Energie grise: un changement de paradigme?

Rédigé par

Stéphane Cochet

architecte indépendant

4175 Dernière modification le 19/12/2016 - 09:54
Energie grise: un changement de paradigme?

Dans le très bon article « Energie grise, la face cachée de la construction ? » publié sur Construction 21 et présentant notamment le label BBCA, dernier né de la « révolution énergétique en marche », basé sur des méthodes scientifiques, on apprend que le bilan GES des constructions serait finalement bien plus important que les GES d'exploitation émis pendant une durée de vie typique (DVT) de bâtiment. https://www.construction21.org/france/articles/fr/lenergie-grise-la-face-cachee-de-la-construction.html

Que s'est-il passé ? La démarche HQE, les réglementations thermiques successives étaient basées sur le fait que la consommation énergétique d'exploitation et donc les GES émis par ces consommations, constituait la part la plus importante de la consommation et des émissions des bâtiments sur leur durée de vie, et qu'il fallait en conséquence concentrer les actions sur la réduction des postes de consommation énergétique.

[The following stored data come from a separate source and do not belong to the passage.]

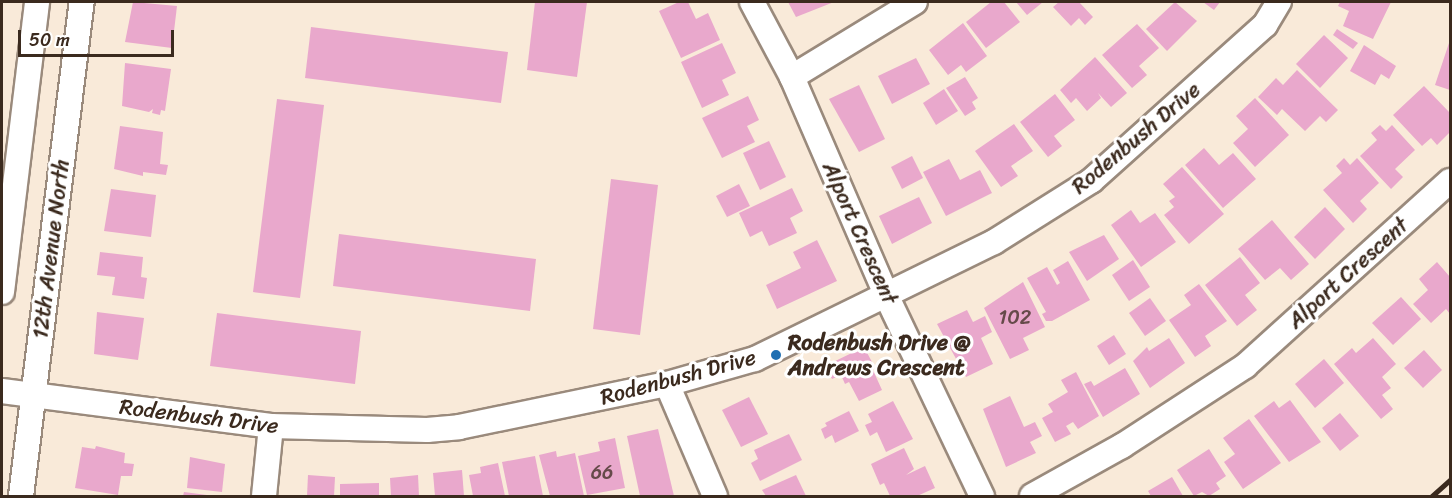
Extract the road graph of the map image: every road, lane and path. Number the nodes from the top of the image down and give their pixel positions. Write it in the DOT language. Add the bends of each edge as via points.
graph roads {
  1 [pos="37,2"];
  2 [pos="82,2"];
  3 [pos="752,2"];
  4 [pos="915,2"];
  5 [pos="1279,2"];
  6 [pos="792,77"];
  7 [pos="1450,181"];
  8 [pos="2,292"];
  9 [pos="887,297"];
  10 [pos="667,384"];
  11 [pos="2,392"];
  12 [pos="33,395"];
  13 [pos="271,426"];
  14 [pos="21,496"];
  15 [pos="264,496"];
  16 [pos="715,496"];
  17 [pos="982,496"];
  18 [pos="1032,496"];
  1 -- 8 [label="street, 12th Avenue North"];
  2 -- 12 [label="street, 12th Avenue North"];
  3 -- 6 [label="street, Alport Crescent"];
  4 -- 6 [label="street"];
  5 -- 9 [label="street, Rodenbush Drive" via="1265,25 1092,181 994,242"];
  6 -- 9 [label="street, Alport Crescent"];
  7 -- 18 [label="street, Alport Crescent" via="1245,366 1122,446"];
  9 -- 10 [label="street, Rodenbush Drive" via="755,359"];
  9 -- 17 [label="street, Alport Crescent"];
  10 -- 13 [label="street, Rodenbush Drive" via="459,428 372,431"];
  10 -- 16 [label="street"];
  11 -- 12 [label="street, Rodenbush Drive"];
  12 -- 13 [label="street, Rodenbush Drive"];
  12 -- 14 [label="street, 12th Avenue North"];
  13 -- 15 [label="street"];
}
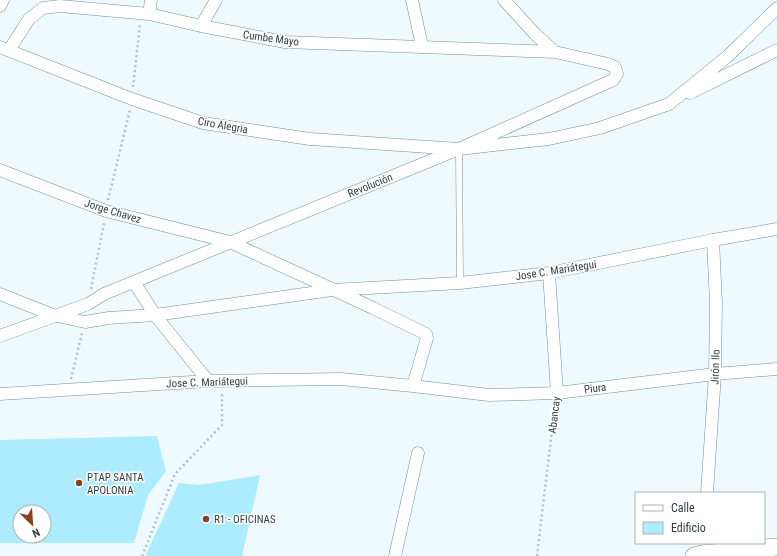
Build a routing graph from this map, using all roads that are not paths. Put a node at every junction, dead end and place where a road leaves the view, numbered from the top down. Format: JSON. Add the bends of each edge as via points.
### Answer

Une étude célèbre réalisée par un bureau d'étude non moins réputé et connu pour ses prises de position en faveur de l'industrie cimentière (contributeur important des GES à l'échelle mondiale), concluait que les GES des constructions type BBC qu'elles soient en béton, en bois, en paille, n'impactaient finalement que très peu sur le bilan GES global d'une DVT de bâtiment (5 à 10%). http://www.unibeton.fr/NR/rdonlyres/B17FE724-2DAC-4694-B86E-A003A19605CE/0/EtudeQEBSynthese.pdf

Les progrès réalisés par la performance énergétique des bâtiments construits depuis la RT2012 seraient tels qu'il faudrait maintenant se concentrer en premier lieu sur l'optimisation des modes constructifs de nos bâtiments ?

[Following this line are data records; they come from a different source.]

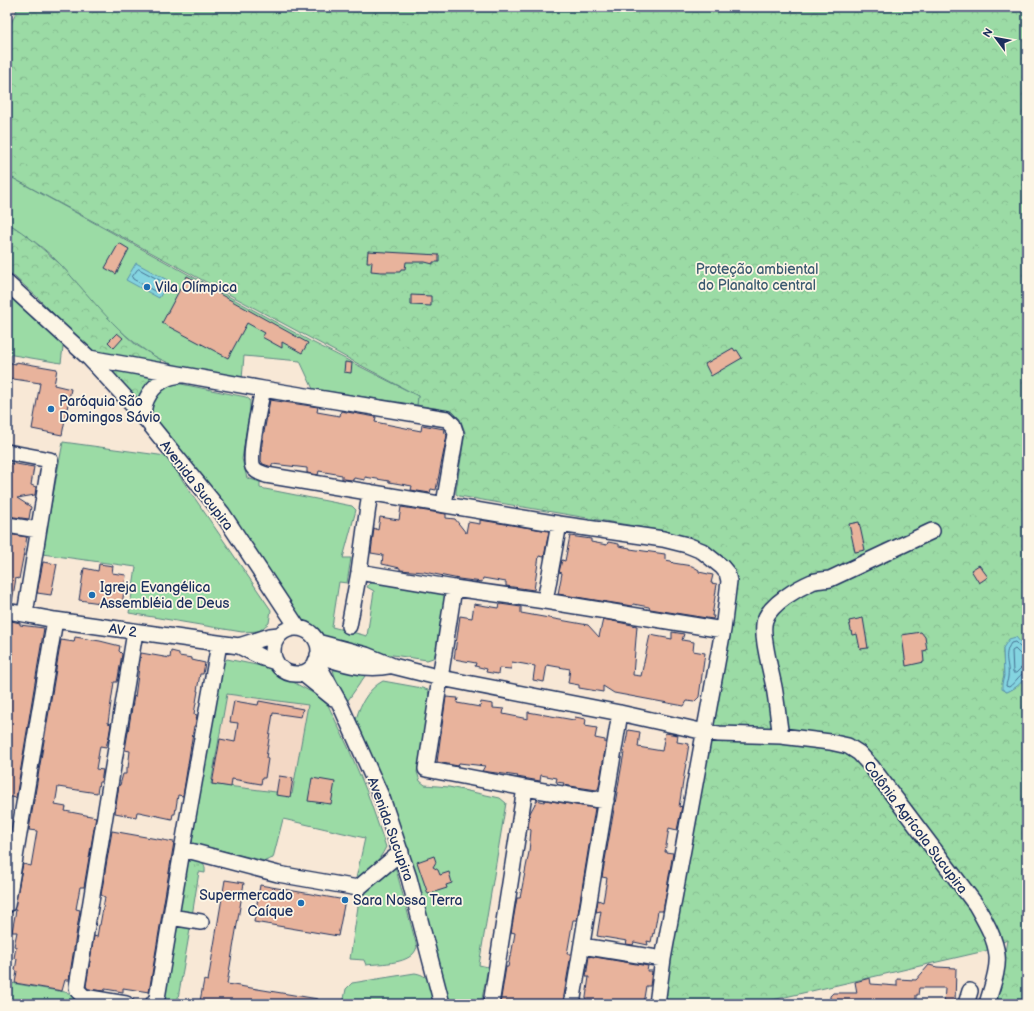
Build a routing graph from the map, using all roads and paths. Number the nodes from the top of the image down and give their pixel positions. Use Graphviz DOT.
graph roads {
  1 [pos="7,283"];
  2 [pos="92,359"];
  3 [pos="184,375"];
  4 [pos="263,389"];
  5 [pos="143,414"];
  6 [pos="7,452"];
  7 [pos="370,492"];
  8 [pos="444,504"];
  9 [pos="559,524"];
  10 [pos="7,525"];
  11 [pos="38,530"];
  12 [pos="932,531"];
  13 [pos="359,572"];
  14 [pos="454,588"];
  15 [pos="545,601"];
  16 [pos="7,611"];
  17 [pos="288,613"];
  18 [pos="25,614"];
  19 [pos="55,620"];
  20 [pos="349,626"];
  21 [pos="298,628"];
  22 [pos="723,630"];
  23 [pos="135,632"];
  24 [pos="281,634"];
  25 [pos="219,644"];
  26 [pos="239,646"];
  27 [pos="318,650"];
  28 [pos="276,662"];
  29 [pos="302,673"];
  30 [pos="441,678"];
  31 [pos="340,704"];
  32 [pos="620,713"];
  33 [pos="354,723"];
  34 [pos="705,732"];
  35 [pos="781,736"];
  36 [pos="525,788"];
  37 [pos="606,801"];
  38 [pos="183,849"];
  39 [pos="401,852"];
  40 [pos="7,905"];
  41 [pos="171,917"];
  42 [pos="201,922"];
  43 [pos="582,946"];
  44 [pos="663,959"];
  45 [pos="126,1004"];
  46 [pos="153,1004"];
  47 [pos="442,1004"];
  48 [pos="448,1004"];
  49 [pos="491,1004"];
  50 [pos="572,1004"];
  51 [pos="657,1004"];
  52 [pos="987,1004"];
  1 -- 2 [label="street, Avenida Sucupira"];
  2 -- 3 [label="street"];
  2 -- 5 [label="street, Avenida Sucupira"];
  3 -- 4 [label="street"];
  3 -- 5 [label="street"];
  4 -- 7 [label="street"];
  4 -- 8 [label="street"];
  5 -- 17 [label="street, Avenida Sucupira"];
  5 -- 27 [label="street"];
  6 -- 11 [label="street"];
  7 -- 8 [label="street"];
  7 -- 13 [label="street"];
  8 -- 9 [label="street"];
  9 -- 15 [label="street"];
  9 -- 22 [label="street"];
  10 -- 11 [label="street"];
  11 -- 18 [label="street"];
  12 -- 35 [label="street"];
  13 -- 14 [label="street"];
  13 -- 20 [label="street"];
  14 -- 15 [label="street"];
  14 -- 30 [label="street"];
  15 -- 22 [label="street"];
  16 -- 18 [label="street, AV 2"];
  17 -- 21 [label="street, Avenida Sucupira"];
  17 -- 24 [label="street"];
  18 -- 19 [label="street, AV 2"];
  19 -- 23 [label="street, AV 2"];
  19 -- 40 [label="street"];
  21 -- 24 [label="street"];
  21 -- 27 [label="street"];
  22 -- 34 [label="street"];
  23 -- 25 [label="street, AV 2"];
  23 -- 45 [label="street"];
  24 -- 26 [label="street, AV 2"];
  24 -- 28 [label="street"];
  25 -- 26 [label="street, AV 2"];
  25 -- 38 [label="street"];
  26 -- 28 [label="street, AV 2"];
  27 -- 29 [label="street"];
  27 -- 30 [label="street, Colônia Agrícola Sucupira"];
  27 -- 31 [label="street, Avenida Sucupira"];
  28 -- 29 [label="street"];
  29 -- 31 [label="street, Avenida Sucupira"];
  30 -- 32 [label="street, Colônia Agrícola Sucupira"];
  30 -- 36 [label="street"];
  31 -- 39 [label="street, Avenida Sucupira"];
  32 -- 34 [label="street, Colônia Agrícola Sucupira"];
  32 -- 37 [label="street"];
  33 -- 48 [label="street"];
  34 -- 35 [label="street, Colônia Agrícola Sucupira"];
  34 -- 44 [label="street"];
  35 -- 52 [label="street, Colônia Agrícola Sucupira"];
  36 -- 37 [label="street"];
  36 -- 49 [label="street"];
  37 -- 43 [label="street"];
  38 -- 39 [label="street"];
  38 -- 41 [label="street"];
  39 -- 47 [label="street, Avenida Sucupira"];
  41 -- 42 [label="street"];
  41 -- 46 [label="street"];
  43 -- 44 [label="street"];
  43 -- 50 [label="street"];
  44 -- 51 [label="street"];
}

Performance énergétique de la RT2012 et coûts P1/P2/P3.

Les différentes réglementations qui se sont succédées depuis 1974 ont-elles fondamentalement changé les modes constructifs des bâtiments de logement français ? On continue globalement en 2016 à construire en façade béton porteuse et à isoler par l'intérieur ITI (spécificité française à l'échelle européenne), on a introduit le double vitrage, la VMC hygro A et B (1982), les rupteurs pour les balcons, et développé les systèmes type ballons ECS thermo-dynamique, PAC, panneaux solaires thermiques etc etc... et on va maintenant vers les bâtiments connectés de la smart grid.

Qu'en est-il de l'évaluation de ces bâtiments de la RT ? Sur quelles campagnes de mesure s'appuie-t-on pour affirmer que ces bâtiments nouvelle génération vont émettre 5kgeqCO²/m².a ?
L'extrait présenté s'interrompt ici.